When you make it up as you go along, it’s often referred to as ‘flying by the seat of your pants’ and for most early aviators, the challenge of controlled flight was exactly that.
Although the British Royal Flying Corp was founded by Royal decree under Kings George V in 1912 only nine years after the Wright Bros had made their first historic but tentative powered flights at Kitty Hawk, the military applications for aviation were already being explored.
With a growing recognition of the cost-effective potential for aeronautical reconnaissance and artillery observation, the Royal Flying Corp was initially equiped with 12 manned balloons and a mixed bag of some 36 rudimentary aircraft.
Consisting of a naval wing, a military wing, a central flying school and aircraft factory, the RFC were allowed 133 officers and over the next two years leading up to the First World War, slowly built up their expertise and organisational structures, forming squadrons and air wings as aircraft development progressed and the challenges of flight became better understood and mastered.
In the opening months of WWI, as well as over-flight reconnaissance, the RFC were also responsible for the manning and operation of observation balloons along the Western Front. It was dangerous and highly hazardous duty, with each balloon only expected to last less than a fortnight before being destroyed.
Observation balloons had to be kept out of artillery range well back from the front and results were largely dependant on weather and the skills of the observer but as German air supremacy grew, the RFC observation balloons also became primary targets.
The RFC’s early Bleriot XI monoplanes and vulnerable ‘pusher’ aircraft such as the Airco DH.2 and FE 8’s had also been deployed in observation roles which gradually expanded to rudimentary ground support bombing with pilots and their observers tossing ordnance over the side by hand.
A deadly combination…
As the war continued and RFC battlefront casualties rose at an alarming rate, those that did manage to survive their basic flying training, soon found themselves rushed to the front, often to be sent up the very next day.
It was little wonder then, that RFC casualties remained extremely high with the loss of almost 600 pilots and crew in just the first five months of the Battle of the Somme in 1916.
Germany had quickly gained air supremacy through the legendary exploits of her fighter wings such as the Jasta 11, led by Manfred von Richthofen (popularly known as the Red Baron) with his Albatros D.II and D.III’s. Equipped with the latest twin-IMG 08 synchronised machine guns firing through the arc of their propeller, they hopelessly outclassed even the newer Allied aircraft such as the American Nieuport and Sopwith Pup.
It was a deadly situation which was to remain unchecked until the introduction of a new generation of technologically advanced Allied fighters such as the SE.5, Sopwith Camel, and SPAD S.XIII and a radical restructuring of the RFC pilot training program.

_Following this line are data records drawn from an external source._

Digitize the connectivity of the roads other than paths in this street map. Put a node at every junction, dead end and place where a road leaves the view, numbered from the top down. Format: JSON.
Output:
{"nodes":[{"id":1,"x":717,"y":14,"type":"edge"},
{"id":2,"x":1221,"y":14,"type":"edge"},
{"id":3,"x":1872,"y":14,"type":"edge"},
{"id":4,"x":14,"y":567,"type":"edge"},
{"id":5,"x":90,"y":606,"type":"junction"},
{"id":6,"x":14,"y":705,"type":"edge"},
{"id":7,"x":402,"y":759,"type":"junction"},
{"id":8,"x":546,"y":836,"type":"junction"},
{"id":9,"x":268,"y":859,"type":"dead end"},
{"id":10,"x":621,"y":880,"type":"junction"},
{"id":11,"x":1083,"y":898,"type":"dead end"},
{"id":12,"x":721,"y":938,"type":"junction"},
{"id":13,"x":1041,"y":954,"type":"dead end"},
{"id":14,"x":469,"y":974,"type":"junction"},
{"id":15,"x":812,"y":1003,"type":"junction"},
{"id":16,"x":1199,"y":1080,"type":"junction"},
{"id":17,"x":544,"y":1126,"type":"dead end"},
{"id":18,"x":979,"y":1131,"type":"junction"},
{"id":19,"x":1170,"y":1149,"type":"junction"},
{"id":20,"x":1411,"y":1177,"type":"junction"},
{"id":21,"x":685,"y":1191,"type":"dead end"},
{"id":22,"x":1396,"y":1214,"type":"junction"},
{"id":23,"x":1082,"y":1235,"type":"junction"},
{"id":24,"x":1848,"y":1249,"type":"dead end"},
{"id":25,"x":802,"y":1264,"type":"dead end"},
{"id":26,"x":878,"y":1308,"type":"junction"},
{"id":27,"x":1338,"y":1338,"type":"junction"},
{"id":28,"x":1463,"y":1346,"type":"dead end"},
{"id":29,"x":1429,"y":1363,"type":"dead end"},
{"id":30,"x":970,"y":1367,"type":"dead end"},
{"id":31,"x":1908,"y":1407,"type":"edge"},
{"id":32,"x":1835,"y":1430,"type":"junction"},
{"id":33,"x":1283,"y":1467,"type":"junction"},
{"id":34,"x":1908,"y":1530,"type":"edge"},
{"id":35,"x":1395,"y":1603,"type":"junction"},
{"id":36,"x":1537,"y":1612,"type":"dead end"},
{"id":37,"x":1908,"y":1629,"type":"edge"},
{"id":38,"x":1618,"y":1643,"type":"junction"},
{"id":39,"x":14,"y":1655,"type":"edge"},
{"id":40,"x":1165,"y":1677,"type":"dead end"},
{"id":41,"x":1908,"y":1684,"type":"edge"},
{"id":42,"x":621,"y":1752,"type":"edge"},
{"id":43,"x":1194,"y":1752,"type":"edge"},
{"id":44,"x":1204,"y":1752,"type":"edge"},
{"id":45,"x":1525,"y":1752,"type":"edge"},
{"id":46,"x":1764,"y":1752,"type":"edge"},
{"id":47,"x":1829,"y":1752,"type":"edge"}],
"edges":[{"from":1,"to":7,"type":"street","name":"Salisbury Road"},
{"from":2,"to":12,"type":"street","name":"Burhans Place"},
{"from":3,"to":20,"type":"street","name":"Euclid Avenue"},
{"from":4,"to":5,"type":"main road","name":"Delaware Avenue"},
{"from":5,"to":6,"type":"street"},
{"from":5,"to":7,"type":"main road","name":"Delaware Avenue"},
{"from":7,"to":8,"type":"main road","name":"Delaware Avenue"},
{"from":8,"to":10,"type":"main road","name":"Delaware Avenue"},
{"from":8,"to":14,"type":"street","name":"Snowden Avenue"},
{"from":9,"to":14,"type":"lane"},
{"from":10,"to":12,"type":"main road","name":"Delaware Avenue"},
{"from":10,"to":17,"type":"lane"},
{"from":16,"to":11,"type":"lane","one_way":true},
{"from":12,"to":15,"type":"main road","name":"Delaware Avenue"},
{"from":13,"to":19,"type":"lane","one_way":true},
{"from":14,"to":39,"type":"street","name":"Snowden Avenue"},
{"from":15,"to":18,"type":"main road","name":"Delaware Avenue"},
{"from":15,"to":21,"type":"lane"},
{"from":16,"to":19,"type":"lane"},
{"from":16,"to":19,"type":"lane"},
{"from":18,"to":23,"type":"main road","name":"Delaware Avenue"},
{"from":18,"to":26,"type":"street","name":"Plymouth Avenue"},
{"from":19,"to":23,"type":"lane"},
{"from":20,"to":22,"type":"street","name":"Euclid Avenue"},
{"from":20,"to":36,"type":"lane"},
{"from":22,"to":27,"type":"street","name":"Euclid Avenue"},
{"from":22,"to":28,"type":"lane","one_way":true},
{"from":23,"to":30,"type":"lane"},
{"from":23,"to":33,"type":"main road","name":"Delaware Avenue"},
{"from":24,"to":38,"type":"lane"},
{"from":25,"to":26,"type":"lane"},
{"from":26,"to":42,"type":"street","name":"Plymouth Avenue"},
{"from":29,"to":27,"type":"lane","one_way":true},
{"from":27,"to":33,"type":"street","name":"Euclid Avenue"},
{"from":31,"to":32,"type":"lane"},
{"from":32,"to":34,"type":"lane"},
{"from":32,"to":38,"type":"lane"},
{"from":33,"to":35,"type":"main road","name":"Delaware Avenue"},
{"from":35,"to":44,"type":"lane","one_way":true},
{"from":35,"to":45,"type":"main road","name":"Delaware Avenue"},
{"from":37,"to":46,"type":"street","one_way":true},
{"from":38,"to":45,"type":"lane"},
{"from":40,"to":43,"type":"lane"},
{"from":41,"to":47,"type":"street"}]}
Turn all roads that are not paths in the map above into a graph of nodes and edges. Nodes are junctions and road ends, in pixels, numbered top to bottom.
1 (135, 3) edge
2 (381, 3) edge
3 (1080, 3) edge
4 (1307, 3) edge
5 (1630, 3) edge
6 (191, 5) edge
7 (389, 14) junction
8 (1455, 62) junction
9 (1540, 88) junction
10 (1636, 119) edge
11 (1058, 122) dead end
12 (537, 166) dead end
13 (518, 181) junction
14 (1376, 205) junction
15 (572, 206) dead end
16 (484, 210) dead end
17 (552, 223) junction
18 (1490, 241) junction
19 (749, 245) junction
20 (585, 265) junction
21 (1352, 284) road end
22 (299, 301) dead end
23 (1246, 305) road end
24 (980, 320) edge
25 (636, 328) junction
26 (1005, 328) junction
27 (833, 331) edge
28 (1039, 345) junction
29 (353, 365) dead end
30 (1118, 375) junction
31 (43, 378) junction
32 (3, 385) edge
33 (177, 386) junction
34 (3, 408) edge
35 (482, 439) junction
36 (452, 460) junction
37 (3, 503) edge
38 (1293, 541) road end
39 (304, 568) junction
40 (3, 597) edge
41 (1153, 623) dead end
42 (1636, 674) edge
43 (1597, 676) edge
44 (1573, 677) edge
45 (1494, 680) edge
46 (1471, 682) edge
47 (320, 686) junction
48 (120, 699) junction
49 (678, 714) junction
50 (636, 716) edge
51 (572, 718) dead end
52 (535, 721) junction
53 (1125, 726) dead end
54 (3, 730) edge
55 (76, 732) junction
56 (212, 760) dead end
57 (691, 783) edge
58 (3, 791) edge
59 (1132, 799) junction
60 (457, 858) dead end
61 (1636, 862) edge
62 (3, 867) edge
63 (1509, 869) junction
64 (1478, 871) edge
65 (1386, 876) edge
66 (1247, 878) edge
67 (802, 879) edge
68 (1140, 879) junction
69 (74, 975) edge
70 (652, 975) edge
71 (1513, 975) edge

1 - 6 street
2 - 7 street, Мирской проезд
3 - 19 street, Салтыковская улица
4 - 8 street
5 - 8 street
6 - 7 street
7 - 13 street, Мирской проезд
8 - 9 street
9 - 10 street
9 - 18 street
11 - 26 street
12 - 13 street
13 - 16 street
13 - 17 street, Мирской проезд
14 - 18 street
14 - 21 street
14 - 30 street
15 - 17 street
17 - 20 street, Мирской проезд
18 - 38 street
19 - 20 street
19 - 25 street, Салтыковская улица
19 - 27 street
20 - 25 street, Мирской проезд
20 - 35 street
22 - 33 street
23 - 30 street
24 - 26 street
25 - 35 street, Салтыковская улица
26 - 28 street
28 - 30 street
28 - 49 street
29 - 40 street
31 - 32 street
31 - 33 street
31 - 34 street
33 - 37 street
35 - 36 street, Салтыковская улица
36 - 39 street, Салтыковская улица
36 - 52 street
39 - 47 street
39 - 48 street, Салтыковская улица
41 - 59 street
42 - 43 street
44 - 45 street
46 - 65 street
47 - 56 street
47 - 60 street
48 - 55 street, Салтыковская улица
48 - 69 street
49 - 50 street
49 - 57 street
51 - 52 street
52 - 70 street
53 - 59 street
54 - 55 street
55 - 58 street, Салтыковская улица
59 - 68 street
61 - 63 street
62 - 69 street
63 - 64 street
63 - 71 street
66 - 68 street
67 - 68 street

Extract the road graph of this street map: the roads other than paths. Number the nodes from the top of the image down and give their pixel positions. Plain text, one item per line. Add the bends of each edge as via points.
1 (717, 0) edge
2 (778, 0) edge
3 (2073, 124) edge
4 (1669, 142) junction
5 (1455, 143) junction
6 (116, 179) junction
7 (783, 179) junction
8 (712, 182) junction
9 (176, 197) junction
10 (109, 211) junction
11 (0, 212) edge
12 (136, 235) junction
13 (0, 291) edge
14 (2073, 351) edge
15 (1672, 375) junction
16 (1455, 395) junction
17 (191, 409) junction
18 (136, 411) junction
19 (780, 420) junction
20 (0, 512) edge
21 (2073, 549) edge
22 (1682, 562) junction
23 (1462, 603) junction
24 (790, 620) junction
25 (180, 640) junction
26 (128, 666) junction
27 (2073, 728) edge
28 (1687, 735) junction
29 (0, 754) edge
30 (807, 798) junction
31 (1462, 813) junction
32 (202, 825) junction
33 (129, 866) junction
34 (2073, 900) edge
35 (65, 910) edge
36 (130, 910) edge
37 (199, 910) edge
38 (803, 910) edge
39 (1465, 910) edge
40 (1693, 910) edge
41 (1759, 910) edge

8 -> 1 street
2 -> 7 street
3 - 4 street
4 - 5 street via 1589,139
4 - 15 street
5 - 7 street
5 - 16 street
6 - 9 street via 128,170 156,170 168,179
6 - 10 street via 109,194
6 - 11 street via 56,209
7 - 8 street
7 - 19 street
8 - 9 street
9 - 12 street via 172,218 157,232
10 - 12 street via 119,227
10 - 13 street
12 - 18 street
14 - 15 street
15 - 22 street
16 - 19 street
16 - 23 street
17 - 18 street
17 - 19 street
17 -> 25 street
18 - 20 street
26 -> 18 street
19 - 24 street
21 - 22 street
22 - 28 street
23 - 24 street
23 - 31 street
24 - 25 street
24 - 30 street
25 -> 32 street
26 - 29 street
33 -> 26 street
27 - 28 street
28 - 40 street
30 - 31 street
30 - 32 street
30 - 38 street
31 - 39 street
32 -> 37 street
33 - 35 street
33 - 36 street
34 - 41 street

British pilot training had long been disorganised, inconsistent and often abbreviated in order to keep squadrons suffering heavy casualties up to strength.
It was a self perpetuating recipe for disaster as new pilots were being sent to the front with less and less practical flight experience.
A new approach…
In late 1916 a new RFC flying school was opened at Gosport by Robert Raymond Smith Barry AFC which was to totally transform pilot training and set the foundation for modern pilot training we know today.
Smith Barry had already had a long and experienced flying career having been appointed a flying officer in the newly formed RFC in 1914. Surviving a crash during operations over France in his BE 8 which killed his observer and left Barry with two broken legs, the flying officer managed to return to Allied lines and after months of recuperation, was promoted to captain.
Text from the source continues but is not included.